Hi Nicholas,
Thanks for your reply.
My step definitions are actually intended to be client-side code that
perform I/O to the server that is being tested. The I/O is
asynchronous, via an I/O thread pool, which allows every thread to
dispatch many different scenarios concurrently. The stress system
makes assertions on reply latency and correctness, and we also record
various server performance metrics that we analyze later.
I have a system like this in production, and it scales to a million
simultaneously active pseudo-clients (probably much more, never tried)
by means of several stress client machines. Each pseudo-client runs a
scenario. That scenario requires a complex setup, and represents a
client with very particular characteristics and behavior, which
therefore causes the tested server to behave differently. Highly
common scenarios are performed by a large number of clients, in
proportion to their appearance in production.
Unfortunately, because I had not used BDD when designing that system,
I have no elegant means of formulating the scenarios and reuse the
implementation. Instead, I have dozens of hard-coded scenarios. This
means that any new feature requires coding in the stress client to
support it.
That is actually a waste, since I already have acceptance tests which
cover the entire range of functionality. There no need for further
coding to support new features. Hence the idea of reusing SpecFlow
scenarios also for acceptance tests.
What I would ideally like to do is write a few dozens of SpecFlow
scenarios (the steps and step definitions should already exist), and
then launch each multiple times (via xUnit API or SpecFlow API), based
on some configuration that specifies how many pseudo-clients should
run in each scenario.
For that purpose I need SpecFlow to be safe for:
1) Concurrent execution of scenarios in multiple threads (i.e. no
statics or trivially shared state)
2) Having each thread running multiple scenarios via async., event-
driven I/O (i.e. no ThreadStatics either)
Thanks,
- Te
On Sep 5, 5:58 pm, Nicholas Swarr <
nsw...@gmail.com> wrote:
> Let's turn this into a requirement. I'm making assumptions on what sort of
> test feedback you're trying to find...system out of memory, response time,
> spurios threading erros, etc. Feel free to rewrite the scenario in what
> you're trying to verify about your system.
>
> Given the app is fully configured for production use
> When a thousand requests are sent concurrently
> Then the average response should be under one second
>
> If you're trying to perform stress tests then you could factor the
> interesting Step Definitions into helper methods. You could then execute
> the grouping of helper methods as the expected workflow. The "when" could
> spawn the requests from the scenario above.
>
> Or, without the helper methods, just call the grouping of Step Definitions
> themselves. It's just my preference to use helpers, I guess.
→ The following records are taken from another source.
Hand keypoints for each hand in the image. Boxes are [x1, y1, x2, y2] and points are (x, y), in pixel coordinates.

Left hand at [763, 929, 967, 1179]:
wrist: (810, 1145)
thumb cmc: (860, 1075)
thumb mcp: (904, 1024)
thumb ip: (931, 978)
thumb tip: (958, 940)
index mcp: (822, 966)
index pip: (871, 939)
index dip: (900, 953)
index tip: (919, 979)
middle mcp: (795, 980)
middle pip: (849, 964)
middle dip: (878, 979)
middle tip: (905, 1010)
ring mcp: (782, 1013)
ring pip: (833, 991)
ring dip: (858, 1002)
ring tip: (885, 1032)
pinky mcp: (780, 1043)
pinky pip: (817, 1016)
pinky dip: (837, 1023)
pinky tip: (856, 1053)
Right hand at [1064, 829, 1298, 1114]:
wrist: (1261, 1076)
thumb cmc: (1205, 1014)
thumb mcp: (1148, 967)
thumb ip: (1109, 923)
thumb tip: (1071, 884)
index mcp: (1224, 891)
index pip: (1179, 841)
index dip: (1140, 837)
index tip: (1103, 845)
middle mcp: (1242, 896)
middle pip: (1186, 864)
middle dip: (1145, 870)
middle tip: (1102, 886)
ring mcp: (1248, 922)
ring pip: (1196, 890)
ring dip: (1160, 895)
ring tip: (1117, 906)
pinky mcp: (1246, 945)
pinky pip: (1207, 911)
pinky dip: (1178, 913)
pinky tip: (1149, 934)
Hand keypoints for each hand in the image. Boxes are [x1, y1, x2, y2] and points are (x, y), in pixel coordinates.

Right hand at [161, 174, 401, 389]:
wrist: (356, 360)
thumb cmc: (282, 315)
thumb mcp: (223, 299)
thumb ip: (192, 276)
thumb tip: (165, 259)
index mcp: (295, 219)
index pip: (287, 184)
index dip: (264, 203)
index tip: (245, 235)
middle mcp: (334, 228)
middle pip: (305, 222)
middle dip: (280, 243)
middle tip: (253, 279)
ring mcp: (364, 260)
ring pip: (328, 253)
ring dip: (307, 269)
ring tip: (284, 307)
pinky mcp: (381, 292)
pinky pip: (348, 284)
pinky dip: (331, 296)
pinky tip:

You may have
> run into situations like this when you have a story for logging into your
> app. Then you'll have another story whose "given" expects you to be logged
> in already. You wouldn't run the login scenario first. You'd factor out
> that workflow into a helper and use that to login.
>
> The benefit here is that you're removing SpecFlow execution from the
> important part of your stress test. BDD testing frameworks are generally
> being run serially to verify each area of functionality. I guess running
> whole scenarios concurrently are a somewhat unnatural use of the tool.